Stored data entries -

*** Begin section ***

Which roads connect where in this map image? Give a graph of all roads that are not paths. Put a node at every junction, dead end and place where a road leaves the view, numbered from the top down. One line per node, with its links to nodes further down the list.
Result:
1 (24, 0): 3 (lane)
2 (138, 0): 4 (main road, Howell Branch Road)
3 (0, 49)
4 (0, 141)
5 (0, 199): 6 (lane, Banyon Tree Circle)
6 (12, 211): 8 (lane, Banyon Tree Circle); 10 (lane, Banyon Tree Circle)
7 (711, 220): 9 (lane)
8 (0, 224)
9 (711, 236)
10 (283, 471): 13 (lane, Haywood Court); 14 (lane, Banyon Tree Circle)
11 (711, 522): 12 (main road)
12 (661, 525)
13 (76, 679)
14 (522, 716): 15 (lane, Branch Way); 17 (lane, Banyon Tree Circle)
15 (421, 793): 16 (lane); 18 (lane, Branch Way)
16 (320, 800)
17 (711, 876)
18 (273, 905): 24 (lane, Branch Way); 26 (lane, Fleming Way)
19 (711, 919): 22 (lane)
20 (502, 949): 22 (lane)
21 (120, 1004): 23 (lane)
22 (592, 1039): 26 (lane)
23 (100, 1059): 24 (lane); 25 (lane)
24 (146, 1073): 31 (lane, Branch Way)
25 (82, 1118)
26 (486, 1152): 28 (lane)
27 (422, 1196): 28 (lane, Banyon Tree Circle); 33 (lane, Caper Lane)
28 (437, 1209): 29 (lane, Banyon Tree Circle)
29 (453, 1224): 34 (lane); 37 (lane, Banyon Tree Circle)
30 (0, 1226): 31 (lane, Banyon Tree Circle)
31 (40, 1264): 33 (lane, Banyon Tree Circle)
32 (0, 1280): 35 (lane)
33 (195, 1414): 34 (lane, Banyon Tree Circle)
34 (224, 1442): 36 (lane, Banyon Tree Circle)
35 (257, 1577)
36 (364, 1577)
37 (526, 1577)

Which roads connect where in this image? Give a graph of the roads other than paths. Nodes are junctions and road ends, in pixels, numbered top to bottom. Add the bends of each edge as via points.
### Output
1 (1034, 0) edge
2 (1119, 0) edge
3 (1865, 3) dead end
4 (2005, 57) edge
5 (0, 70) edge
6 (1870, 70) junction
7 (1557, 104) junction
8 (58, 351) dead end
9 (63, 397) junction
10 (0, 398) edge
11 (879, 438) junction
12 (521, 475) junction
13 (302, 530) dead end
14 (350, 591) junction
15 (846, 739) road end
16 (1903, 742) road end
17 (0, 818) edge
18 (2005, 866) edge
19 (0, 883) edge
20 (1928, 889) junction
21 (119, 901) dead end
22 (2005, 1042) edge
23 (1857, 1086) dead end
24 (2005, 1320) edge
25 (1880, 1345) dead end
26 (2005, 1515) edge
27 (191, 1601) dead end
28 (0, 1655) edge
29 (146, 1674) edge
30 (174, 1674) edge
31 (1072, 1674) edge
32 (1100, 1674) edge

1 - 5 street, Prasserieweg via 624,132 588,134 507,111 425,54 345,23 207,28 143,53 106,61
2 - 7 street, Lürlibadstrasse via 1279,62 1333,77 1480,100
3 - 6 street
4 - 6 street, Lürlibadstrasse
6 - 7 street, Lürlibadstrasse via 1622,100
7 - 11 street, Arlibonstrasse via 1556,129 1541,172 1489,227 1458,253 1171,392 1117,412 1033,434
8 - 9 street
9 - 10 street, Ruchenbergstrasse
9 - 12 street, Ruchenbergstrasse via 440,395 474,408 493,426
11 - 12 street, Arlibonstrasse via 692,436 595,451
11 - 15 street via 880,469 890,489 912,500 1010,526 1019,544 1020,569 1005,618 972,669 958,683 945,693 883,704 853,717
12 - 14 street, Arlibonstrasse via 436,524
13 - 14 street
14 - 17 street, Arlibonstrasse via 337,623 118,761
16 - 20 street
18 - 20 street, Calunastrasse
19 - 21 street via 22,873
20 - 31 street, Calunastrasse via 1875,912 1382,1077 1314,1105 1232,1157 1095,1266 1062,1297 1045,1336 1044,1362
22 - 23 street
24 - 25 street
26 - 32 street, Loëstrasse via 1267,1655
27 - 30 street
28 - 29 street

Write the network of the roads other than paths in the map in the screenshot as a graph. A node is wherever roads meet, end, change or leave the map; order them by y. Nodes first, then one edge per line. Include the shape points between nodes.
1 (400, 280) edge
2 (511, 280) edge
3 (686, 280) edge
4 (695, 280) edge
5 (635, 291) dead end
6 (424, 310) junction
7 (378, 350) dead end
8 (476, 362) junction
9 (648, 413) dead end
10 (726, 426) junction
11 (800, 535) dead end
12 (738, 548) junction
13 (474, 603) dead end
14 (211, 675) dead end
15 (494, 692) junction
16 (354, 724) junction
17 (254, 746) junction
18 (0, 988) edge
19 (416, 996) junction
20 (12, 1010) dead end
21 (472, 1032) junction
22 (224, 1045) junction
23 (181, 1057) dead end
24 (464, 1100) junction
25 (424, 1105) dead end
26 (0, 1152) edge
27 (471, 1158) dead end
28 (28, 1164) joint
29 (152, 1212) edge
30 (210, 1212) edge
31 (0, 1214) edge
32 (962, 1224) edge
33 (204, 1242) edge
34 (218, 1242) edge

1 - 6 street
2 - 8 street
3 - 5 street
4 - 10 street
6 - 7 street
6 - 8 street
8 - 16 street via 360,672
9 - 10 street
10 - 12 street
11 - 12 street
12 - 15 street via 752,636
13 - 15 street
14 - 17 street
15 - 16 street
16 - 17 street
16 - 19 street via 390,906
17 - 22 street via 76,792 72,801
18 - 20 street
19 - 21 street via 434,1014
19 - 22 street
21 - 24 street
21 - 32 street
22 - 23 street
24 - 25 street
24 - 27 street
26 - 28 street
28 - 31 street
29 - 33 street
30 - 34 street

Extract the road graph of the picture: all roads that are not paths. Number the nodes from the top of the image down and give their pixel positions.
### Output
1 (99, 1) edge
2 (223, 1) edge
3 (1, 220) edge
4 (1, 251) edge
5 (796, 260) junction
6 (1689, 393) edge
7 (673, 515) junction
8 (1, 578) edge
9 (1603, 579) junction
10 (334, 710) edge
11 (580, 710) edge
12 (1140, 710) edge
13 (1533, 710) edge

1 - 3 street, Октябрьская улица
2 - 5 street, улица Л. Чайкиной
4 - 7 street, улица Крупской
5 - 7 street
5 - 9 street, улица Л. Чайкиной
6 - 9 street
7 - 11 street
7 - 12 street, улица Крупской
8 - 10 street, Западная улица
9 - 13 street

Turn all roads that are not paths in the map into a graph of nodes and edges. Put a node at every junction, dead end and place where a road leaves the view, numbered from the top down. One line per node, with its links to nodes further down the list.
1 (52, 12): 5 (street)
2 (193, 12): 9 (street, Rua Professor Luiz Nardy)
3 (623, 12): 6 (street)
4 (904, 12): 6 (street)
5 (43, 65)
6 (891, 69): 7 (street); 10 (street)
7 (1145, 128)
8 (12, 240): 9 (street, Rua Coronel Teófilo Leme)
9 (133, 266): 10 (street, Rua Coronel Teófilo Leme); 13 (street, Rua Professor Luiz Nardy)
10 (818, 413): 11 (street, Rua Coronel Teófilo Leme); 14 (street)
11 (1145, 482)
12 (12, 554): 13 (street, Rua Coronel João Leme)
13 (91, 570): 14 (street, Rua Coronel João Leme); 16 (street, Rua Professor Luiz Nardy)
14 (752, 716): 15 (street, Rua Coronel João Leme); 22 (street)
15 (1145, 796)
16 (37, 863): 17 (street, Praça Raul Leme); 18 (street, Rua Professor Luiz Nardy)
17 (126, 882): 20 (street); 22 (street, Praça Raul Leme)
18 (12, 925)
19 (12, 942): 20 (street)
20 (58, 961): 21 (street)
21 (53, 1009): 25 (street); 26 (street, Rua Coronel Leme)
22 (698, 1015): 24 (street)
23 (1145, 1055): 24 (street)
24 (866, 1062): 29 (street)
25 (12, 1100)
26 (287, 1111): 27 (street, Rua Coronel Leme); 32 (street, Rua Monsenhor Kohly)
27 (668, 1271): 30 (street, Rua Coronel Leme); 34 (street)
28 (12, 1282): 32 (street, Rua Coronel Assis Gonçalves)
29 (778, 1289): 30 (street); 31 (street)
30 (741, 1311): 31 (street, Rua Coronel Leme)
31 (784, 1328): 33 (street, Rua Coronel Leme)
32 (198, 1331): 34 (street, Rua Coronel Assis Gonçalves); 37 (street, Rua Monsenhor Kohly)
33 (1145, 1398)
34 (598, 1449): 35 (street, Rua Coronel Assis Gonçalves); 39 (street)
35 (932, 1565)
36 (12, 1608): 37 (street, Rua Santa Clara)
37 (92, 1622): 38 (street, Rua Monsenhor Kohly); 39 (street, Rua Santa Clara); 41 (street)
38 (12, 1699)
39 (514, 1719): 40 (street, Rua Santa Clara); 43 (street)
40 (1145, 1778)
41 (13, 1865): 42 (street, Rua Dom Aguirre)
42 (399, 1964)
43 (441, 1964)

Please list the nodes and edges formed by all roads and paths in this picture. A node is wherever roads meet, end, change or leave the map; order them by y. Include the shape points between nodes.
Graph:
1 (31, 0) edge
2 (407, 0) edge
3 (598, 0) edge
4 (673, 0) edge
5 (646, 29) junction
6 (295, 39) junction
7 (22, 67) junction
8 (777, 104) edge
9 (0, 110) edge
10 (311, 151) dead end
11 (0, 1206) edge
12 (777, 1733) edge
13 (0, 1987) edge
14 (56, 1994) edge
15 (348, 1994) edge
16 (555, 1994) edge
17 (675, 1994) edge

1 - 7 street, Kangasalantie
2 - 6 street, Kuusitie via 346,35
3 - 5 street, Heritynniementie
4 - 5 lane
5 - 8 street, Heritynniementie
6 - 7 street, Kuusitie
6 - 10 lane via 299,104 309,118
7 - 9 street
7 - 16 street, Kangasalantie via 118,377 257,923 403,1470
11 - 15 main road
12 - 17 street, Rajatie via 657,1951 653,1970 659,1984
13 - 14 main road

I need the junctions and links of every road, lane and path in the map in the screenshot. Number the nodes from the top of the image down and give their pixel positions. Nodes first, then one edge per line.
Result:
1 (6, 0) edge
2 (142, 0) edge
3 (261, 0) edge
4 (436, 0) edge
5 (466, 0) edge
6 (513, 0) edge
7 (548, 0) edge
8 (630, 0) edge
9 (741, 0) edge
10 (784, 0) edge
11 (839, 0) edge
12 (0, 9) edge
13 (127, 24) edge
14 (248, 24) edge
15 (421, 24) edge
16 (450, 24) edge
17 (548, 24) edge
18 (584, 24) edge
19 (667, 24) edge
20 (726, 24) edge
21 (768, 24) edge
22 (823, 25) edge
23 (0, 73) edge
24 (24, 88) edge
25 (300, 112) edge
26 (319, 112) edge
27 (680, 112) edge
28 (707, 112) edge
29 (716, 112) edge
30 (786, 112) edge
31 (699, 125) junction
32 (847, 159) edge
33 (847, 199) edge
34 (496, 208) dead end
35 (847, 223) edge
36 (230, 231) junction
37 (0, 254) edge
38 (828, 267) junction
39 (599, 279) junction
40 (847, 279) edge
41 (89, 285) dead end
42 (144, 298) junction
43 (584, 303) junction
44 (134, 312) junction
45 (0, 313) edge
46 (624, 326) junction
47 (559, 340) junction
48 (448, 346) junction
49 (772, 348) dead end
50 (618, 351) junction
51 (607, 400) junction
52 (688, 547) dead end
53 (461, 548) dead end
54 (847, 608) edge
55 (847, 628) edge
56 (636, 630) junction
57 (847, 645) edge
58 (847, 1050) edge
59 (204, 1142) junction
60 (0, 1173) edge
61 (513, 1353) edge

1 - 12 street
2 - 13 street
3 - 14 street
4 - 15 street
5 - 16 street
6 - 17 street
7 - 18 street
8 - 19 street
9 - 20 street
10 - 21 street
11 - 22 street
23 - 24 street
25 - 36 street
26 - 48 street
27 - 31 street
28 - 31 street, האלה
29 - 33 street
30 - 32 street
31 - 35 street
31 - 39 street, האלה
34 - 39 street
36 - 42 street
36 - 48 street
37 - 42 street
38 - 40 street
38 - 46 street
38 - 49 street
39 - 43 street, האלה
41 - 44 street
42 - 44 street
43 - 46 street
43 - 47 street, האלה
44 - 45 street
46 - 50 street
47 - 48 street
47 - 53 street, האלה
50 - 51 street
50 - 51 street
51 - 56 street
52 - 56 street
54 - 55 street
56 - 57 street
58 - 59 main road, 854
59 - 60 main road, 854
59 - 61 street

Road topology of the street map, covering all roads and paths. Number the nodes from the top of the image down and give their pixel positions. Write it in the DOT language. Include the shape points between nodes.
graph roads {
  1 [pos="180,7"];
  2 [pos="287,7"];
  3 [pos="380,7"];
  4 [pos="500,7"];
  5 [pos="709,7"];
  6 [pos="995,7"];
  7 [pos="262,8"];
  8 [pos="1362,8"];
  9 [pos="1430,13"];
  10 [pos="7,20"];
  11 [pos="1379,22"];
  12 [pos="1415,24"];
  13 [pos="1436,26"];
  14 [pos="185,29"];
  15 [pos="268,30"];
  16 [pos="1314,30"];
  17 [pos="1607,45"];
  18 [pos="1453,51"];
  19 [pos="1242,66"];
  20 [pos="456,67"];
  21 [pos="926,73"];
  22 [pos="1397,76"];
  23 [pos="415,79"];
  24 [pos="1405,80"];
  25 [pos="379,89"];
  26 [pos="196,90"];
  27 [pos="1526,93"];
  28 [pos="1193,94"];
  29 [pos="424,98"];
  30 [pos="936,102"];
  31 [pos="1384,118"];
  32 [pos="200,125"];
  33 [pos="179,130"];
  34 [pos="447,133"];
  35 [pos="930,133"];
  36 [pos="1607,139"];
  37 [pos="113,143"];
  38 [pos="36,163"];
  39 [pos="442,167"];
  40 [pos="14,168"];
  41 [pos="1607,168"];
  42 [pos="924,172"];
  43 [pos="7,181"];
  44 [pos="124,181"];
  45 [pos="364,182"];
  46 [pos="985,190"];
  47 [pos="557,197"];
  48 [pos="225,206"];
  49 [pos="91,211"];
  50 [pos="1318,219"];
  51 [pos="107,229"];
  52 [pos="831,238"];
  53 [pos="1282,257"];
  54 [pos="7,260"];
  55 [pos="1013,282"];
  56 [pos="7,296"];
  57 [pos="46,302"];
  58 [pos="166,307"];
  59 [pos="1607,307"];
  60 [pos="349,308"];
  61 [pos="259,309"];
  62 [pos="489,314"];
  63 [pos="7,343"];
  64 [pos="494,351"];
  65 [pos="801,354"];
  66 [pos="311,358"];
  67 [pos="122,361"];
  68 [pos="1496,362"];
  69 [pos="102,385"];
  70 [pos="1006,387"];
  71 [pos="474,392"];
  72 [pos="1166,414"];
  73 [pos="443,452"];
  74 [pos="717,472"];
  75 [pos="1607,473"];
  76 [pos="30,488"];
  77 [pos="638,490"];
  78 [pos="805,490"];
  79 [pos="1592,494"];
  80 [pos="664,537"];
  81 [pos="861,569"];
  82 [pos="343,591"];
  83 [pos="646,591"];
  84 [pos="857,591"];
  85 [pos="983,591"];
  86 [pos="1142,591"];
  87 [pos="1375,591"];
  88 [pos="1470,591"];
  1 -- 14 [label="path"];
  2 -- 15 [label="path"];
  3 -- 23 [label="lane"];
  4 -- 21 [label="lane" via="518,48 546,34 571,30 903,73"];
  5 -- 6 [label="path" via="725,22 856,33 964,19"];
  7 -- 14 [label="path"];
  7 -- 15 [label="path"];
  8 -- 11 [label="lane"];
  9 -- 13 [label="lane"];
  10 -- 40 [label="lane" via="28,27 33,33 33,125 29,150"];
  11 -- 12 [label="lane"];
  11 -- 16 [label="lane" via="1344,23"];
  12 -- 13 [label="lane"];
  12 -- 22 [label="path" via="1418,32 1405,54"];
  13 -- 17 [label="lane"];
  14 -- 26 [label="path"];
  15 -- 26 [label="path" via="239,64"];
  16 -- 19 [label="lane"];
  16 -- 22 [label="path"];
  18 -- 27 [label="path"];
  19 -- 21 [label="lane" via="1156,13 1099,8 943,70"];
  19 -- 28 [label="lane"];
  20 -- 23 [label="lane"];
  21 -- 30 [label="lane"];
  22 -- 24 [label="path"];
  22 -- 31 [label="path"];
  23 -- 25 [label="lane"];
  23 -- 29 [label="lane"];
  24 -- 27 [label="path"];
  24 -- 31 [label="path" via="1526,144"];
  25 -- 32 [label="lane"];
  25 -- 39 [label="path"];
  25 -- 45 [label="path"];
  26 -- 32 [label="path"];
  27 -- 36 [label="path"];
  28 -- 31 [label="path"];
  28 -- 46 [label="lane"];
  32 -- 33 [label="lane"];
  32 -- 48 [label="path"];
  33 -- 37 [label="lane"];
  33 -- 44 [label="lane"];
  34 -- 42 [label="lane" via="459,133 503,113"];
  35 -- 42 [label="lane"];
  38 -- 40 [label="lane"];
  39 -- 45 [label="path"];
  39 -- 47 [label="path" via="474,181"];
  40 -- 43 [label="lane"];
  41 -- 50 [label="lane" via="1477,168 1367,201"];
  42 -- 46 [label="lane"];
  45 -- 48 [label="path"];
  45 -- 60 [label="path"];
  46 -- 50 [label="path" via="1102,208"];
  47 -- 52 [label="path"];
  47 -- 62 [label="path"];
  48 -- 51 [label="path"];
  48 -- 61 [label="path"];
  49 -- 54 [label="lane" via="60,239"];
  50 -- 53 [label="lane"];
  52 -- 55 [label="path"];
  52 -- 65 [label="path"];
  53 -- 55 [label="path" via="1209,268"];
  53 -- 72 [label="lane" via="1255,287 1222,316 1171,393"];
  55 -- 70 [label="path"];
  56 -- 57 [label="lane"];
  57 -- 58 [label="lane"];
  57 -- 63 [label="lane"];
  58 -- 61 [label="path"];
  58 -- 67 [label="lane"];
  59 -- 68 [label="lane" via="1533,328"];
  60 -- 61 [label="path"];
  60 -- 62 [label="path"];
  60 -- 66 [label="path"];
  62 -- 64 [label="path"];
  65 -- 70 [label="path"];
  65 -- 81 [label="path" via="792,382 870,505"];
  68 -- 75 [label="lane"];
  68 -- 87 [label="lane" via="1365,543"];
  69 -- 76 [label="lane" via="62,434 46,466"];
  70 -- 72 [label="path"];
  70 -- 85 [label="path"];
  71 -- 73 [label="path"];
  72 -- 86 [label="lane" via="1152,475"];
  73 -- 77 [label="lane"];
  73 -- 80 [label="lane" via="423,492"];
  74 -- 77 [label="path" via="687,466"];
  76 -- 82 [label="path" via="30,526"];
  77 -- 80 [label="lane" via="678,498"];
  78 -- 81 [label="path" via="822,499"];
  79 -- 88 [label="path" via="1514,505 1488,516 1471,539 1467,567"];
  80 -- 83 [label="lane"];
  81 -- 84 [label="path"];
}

*** End section ***

Problem statement - Pick out the lines above that hold the string "Branch" and show them.

Response to this exercise -
2 (138, 0): 4 (main road, Howell Branch Road)
14 (522, 716): 15 (lane, Branch Way); 17 (lane, Banyon Tree Circle)
15 (421, 793): 16 (lane); 18 (lane, Branch Way)
18 (273, 905): 24 (lane, Branch Way); 26 (lane, Fleming Way)
24 (146, 1073): 31 (lane, Branch Way)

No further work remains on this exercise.